The Company recorded impairment of building, plant and equipment charges in
the first six months of 2003 of $5,178,000. The charge was recorded to comply
with FASB statement No. 144, which requires the Company to (a) recognize an
impairment loss when the carrying amount of a long-lived asset is not
recoverable from its undiscounted cash flows and (b) measure the impairment
losses as the difference between the carrying amount and the fair value of the
asset. The fair value of the real estate was estimated at $2,400,000 and the
machinery and equipment at $4,014,000. This resulted in a write-down of the
assets of $5,178,000.


OPERATING INCOME

Operating loss was ($9,190,000) for the first six months of 2003 compared
to an operating income of $570,000 or 3.6% of net sales for the first six months
of 2002, a decrease of $9,760,000. The changes in operating income reflect
primarily the changes in net sales, gross profit and cost of goods sold,
impairment charges and operating expenses as discussed above which can be
summarized as follows:



Decrease in net sales ($1,342,000)
Decrease in gross margin (3,119,000)
Impairment of building and equipment (5,178,000)
Increase in operating expenses (121,000)
-----------
Decrease in operating income ($9,760,000)


16

INTEREST INCOME

Interest income from short-term investments was $86,000 for the first six
months of 2003 compared to $107,000 for the first six months of 2002.


INTEREST EXPENSE

Interest expense, primarily related to the Industrial Revenue Bond was
$96,000 for the first six months of 2003 compared to $101,000 for the first six
months of 2002.


INCOME TAXES

In the first six months of 2003, the Company had an effective tax credit of
9.7% compared to an effective tax rate of 38.8% in the first six months of 2002.
The Company's tax credit is limited to expected tax refunds of approximately
$888,000 for 2003.


LIQUIDITY AND CAPITAL RESOURCES

Net cash used in operations was $935,000 for the first six months of 2003
compared to $656,000 provided by operations for the first six months of 2002.
Accounts receivable decreased $208,000. Inventories increased $110,000. The
Company received approximately $3,589,000 in income tax refunds. Accounts
payable increased $898,000. Depreciation and amortization was $417,000.

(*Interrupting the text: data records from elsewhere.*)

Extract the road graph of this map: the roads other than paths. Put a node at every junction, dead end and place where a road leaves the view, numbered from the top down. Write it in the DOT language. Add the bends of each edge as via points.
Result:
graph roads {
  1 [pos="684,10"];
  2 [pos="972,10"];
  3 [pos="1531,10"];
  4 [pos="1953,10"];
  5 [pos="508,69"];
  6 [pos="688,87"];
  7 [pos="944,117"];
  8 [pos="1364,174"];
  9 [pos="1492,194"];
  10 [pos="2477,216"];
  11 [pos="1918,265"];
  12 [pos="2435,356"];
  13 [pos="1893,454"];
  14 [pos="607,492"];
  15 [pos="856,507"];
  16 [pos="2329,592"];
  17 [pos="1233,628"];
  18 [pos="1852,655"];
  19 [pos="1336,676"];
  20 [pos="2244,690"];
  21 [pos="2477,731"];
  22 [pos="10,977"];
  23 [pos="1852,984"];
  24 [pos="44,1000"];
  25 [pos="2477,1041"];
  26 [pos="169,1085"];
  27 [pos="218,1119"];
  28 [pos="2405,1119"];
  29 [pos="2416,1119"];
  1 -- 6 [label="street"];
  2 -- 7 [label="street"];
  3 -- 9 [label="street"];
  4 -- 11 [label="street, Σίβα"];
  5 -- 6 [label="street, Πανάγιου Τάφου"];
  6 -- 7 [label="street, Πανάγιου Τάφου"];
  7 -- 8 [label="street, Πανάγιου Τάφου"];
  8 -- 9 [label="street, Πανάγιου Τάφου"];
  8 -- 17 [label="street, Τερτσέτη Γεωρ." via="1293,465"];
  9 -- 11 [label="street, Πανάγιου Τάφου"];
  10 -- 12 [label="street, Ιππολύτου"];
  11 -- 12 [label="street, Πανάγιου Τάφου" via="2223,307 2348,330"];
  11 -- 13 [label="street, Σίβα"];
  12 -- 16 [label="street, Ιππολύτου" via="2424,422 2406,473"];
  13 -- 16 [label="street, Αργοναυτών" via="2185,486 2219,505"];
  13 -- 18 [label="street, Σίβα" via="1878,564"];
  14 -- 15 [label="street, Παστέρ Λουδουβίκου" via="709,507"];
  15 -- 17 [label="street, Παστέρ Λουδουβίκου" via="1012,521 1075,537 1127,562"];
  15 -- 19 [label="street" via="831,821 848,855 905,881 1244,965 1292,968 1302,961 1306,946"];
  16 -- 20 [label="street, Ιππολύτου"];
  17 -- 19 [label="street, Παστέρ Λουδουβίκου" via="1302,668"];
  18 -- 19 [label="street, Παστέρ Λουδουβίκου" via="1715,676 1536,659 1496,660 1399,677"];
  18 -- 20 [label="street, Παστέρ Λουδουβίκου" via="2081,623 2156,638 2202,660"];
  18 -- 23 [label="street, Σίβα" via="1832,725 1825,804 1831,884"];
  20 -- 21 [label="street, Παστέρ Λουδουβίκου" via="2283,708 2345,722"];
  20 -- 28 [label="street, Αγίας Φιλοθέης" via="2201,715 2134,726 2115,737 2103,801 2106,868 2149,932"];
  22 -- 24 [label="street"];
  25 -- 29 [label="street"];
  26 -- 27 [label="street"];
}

Capital expenditures were $54,000 in the first six months of 2003 compared
to $2,013,000 in the first six months of 2002. The Company has limited plans for
capital expenditures in 2003.

The Company completed financing of $8,100,000 from the Illinois Development
Finance Authority's 2001 maximum limit on tax-exempt private activity bonds to
finance its facility in West Chicago, Illinois on July 26, 2001. The bond
replaced approximately $2,865,000 of credit line debt, which had an interest
rate of 6% at the time. The interest on the bond is set weekly: the current rate
for the week ending August 7, 2003 was approximately 1.04%. The term of the loan
is 20 years. The outstanding balance as of June 30, 2003 was $4,901,000. The
Company is required to pay $1,320,000 each year through quarterly sinking fund
payments of $325,000. The next payment of $1,320,000 is due in the third quarter
of 2003. The Company has been making quarterly sinking fund payments of
$325,000, except that the December quarterly payment was not made until February
2003. The Company deposited $325,000 in the first quarter of 2003 and an
additional $1,500,000 in April

17

2003 into the sinking fund for the Company's outstanding industrial bond debt
account per the terms of its Forbearance Agreement with Bank One. The
outstanding balance of the industrial bond debt was approximately $2,794,000 net
of the sinking fund. The Company's cash balance was approximately $504,000 as of
June 30, 2003

The Company also entered into a five-year agreement on September 4, 2001
with American National Bank and Trust Company of Chicago hedging $4,000,000 of
the Industrial Bond Debt at a 4.24% rate of interest.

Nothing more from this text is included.